Bloquer le réseau « TOR » ?

Casser l’anonymat sur Internet : un outil que l’état d’urgence souhaiterait pouvoir manier afin de réduire la marge de manœuvre des terroristes. Le gouvernement envisage de bloquer TOR. Notons que si TOR est le réseau d’anonymisation le plus connu il n’est pas unique : I2P, Hornet par exemple, sur le même créneau, sont des solutions de contournement. Quoiqu’il en soit, penchons nous sur TOR et son blocage.

Tor, en bref …

Le réseau TOR (« The Onion Router ») est une plate-forme tournant sur Internet. Elle masque l’adresse IP de ses utilisateurs en faisant transiter leurs paquets par des routeurs relais avant de rejoindre leurs destinations. Grâce à un chiffrement entre la source et chacun des routeurs intermédiaires, chaque relais ne connaît des paquets qu’il fait transiter que l’adresse du routeur qui précède et l’adresse du routeur qui suit. À partir de trois relais,  aucun d’entre eux ne connaît à la fois la source et la destination. On perd ainsi la trace de l’émetteur, on obtient alors l’anonymat. Cet empilage de chiffrements les uns au-dessus des autres vaut au mécanisme le nom d’oignon. Pour compléter la panoplie, les routes changent toutes les minutes et entre les relais les données sont agrégées en cellules de tailles fixes et identiques. Ainsi parés, les flux deviennent indiscernables.

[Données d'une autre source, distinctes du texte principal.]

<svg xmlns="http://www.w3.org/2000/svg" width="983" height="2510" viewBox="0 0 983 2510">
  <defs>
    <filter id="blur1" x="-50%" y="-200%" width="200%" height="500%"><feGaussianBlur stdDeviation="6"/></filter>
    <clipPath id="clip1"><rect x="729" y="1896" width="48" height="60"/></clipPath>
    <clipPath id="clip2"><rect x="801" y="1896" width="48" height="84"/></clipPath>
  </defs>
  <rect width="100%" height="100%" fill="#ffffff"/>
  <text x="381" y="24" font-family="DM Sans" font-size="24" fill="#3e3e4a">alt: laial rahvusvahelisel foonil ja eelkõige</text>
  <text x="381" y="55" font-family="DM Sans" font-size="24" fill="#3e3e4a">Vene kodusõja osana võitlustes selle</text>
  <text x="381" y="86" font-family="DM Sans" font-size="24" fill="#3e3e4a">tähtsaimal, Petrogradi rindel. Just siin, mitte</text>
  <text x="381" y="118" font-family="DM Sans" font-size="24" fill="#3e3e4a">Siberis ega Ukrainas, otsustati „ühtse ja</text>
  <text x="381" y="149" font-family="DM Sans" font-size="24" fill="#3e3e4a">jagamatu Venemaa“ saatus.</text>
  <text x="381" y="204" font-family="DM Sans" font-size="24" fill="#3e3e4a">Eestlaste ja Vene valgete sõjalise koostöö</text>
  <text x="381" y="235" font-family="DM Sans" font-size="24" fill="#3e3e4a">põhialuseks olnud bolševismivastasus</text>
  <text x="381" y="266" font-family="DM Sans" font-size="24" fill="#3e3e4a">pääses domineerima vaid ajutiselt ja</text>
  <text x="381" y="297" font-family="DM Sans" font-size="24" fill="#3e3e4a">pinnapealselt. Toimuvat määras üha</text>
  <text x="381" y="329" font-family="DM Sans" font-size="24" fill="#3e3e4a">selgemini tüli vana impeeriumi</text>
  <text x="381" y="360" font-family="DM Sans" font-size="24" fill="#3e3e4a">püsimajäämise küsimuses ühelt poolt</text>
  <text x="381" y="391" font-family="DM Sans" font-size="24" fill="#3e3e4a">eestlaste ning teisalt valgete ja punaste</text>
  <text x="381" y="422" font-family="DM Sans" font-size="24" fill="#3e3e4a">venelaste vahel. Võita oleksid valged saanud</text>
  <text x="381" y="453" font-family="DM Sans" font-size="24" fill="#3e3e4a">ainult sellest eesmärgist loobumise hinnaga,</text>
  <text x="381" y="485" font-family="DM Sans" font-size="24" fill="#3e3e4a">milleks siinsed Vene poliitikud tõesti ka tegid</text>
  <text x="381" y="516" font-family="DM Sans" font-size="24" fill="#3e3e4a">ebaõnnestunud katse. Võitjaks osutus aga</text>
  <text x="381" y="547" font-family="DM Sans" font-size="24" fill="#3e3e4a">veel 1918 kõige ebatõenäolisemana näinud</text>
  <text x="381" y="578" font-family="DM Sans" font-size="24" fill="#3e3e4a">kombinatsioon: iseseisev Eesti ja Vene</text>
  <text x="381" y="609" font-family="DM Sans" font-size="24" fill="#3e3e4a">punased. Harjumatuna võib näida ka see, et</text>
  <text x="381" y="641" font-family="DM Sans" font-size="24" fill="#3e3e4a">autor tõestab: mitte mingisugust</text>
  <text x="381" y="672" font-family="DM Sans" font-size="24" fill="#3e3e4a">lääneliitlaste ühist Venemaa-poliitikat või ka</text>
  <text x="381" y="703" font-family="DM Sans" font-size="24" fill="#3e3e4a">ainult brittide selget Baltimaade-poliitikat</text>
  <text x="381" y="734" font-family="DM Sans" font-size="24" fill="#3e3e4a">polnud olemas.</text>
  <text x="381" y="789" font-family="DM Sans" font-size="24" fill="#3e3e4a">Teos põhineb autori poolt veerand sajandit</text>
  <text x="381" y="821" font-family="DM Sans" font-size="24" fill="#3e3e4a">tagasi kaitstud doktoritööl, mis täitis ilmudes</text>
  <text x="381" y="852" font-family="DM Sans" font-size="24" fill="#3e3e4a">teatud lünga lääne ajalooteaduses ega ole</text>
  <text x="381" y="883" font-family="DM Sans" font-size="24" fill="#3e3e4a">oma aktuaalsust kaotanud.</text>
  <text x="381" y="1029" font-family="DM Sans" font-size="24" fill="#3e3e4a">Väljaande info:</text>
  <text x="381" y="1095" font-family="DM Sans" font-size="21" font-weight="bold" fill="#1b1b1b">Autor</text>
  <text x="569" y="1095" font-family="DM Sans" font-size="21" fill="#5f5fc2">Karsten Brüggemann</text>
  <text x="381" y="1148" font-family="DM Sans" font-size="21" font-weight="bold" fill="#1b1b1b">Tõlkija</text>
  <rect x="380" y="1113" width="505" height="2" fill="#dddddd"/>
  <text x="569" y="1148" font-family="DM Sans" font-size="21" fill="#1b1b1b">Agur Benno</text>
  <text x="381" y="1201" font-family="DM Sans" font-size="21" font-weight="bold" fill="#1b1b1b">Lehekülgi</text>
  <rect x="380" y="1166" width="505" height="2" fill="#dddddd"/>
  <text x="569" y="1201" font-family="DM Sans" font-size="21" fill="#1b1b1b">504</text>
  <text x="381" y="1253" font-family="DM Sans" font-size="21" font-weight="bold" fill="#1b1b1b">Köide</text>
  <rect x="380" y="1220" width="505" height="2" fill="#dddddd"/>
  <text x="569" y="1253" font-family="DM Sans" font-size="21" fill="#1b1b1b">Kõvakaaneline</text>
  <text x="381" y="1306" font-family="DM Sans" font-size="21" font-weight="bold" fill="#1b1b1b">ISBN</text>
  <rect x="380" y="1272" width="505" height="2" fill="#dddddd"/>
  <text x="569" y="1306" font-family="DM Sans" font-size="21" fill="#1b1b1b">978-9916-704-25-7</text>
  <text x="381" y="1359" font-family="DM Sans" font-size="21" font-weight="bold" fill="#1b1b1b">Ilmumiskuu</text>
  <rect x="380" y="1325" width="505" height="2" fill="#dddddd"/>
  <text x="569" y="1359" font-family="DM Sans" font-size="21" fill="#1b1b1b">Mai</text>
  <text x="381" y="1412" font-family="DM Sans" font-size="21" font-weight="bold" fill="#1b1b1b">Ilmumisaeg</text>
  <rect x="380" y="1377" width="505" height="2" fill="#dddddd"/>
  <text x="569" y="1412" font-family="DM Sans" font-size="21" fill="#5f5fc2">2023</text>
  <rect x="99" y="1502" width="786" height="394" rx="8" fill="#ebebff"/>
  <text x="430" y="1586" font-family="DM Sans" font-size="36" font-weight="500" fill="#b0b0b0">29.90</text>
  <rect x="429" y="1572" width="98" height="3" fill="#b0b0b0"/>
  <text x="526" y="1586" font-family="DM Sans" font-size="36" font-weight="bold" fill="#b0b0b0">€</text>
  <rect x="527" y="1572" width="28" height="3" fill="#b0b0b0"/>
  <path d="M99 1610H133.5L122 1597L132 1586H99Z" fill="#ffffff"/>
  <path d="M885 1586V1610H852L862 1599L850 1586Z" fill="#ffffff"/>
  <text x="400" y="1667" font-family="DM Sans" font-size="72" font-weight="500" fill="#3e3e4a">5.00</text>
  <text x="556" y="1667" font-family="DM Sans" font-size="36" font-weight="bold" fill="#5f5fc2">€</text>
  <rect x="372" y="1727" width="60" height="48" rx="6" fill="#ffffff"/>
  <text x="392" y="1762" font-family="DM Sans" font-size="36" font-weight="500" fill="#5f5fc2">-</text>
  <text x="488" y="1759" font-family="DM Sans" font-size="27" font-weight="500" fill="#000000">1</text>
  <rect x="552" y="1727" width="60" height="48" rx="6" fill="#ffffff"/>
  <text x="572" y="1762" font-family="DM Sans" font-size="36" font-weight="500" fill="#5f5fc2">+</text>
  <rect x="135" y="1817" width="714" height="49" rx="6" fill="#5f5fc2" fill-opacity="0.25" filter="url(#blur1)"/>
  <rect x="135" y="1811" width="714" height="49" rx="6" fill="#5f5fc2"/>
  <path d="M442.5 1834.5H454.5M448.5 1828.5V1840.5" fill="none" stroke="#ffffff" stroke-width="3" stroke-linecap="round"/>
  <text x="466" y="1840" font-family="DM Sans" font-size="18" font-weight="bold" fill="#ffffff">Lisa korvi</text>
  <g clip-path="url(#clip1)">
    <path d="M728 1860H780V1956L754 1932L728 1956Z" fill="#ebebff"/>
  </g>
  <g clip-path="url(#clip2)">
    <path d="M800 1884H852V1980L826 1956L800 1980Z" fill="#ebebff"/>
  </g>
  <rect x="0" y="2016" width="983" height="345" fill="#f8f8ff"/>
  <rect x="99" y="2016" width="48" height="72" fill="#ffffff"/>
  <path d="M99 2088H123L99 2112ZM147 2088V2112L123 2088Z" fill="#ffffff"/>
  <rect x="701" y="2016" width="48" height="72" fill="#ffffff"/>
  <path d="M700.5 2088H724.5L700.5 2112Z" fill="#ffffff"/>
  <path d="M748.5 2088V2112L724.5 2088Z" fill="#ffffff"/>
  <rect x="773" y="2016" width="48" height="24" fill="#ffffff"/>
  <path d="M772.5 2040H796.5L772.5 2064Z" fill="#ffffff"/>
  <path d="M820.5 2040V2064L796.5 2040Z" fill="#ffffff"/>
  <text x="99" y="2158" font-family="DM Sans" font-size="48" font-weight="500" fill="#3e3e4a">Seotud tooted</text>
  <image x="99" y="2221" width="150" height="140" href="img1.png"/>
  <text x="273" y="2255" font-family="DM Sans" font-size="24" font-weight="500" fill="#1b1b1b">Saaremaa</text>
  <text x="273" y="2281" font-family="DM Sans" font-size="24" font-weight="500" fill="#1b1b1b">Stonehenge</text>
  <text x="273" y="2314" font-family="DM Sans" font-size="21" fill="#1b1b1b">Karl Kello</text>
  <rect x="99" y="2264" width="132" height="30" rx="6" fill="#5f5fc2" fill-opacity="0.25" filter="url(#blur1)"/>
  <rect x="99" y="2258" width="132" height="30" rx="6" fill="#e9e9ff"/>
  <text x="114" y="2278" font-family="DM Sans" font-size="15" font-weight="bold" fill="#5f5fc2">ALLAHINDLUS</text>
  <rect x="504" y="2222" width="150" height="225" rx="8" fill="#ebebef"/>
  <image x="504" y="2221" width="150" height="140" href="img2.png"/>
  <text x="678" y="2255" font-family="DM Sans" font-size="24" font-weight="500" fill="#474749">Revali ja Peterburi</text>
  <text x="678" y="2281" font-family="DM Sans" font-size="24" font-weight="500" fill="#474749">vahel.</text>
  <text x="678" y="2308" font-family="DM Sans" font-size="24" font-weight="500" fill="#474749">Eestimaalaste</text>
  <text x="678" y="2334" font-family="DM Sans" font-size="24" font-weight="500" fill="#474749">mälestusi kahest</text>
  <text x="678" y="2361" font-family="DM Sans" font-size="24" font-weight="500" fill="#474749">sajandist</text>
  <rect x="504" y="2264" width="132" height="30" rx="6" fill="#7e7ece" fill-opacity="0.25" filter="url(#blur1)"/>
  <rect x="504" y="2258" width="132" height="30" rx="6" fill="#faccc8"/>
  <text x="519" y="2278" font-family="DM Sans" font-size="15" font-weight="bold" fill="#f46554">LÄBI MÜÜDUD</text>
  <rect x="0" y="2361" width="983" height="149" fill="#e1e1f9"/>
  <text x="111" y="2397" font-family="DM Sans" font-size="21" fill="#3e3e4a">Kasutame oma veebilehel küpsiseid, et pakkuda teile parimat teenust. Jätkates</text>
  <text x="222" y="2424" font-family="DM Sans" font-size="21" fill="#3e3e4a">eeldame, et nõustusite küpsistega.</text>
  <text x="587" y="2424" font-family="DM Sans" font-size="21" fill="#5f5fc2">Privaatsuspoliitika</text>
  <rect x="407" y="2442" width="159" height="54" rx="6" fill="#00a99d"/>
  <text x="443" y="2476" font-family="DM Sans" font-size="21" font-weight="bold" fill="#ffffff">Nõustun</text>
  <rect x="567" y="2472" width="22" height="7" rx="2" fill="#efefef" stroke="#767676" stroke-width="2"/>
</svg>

Attention ! Le (multi-) chiffrement ne concerne que la traversée du réseau TOR : les messages sont en clair dès qu’ils en sortent. Les nœuds de sortie ont là un statut particulier et sont particulièrement appréciés des services de renseignement.

Toute machine connectée à Internet peut utiliser les services du réseau TOR, voire rejoindre l’armée de relais TOR forte aujourd’hui de près de 7.000 routeurs. La liste de ces routeurs est publique car chaque machine qui se connecte la consulte pour construire sa route. Les relais sont géographiquement éparpillés sur toute la planète : vos paquets peuvent ainsi randonner de continent en continent avant d’arriver à bon port. La maîtrise de délai en pâtit, mais qu’importe. Là n’est pas le but.

L’efficacité de cette anonymisation est attestée par les efforts infructueux déployés par les services secrets pour la casser. Le cas du FBI est significatif car le mécanisme, développé à l’origine par les services secrets de la marine des Etats-Unis lui est parfaitement familier.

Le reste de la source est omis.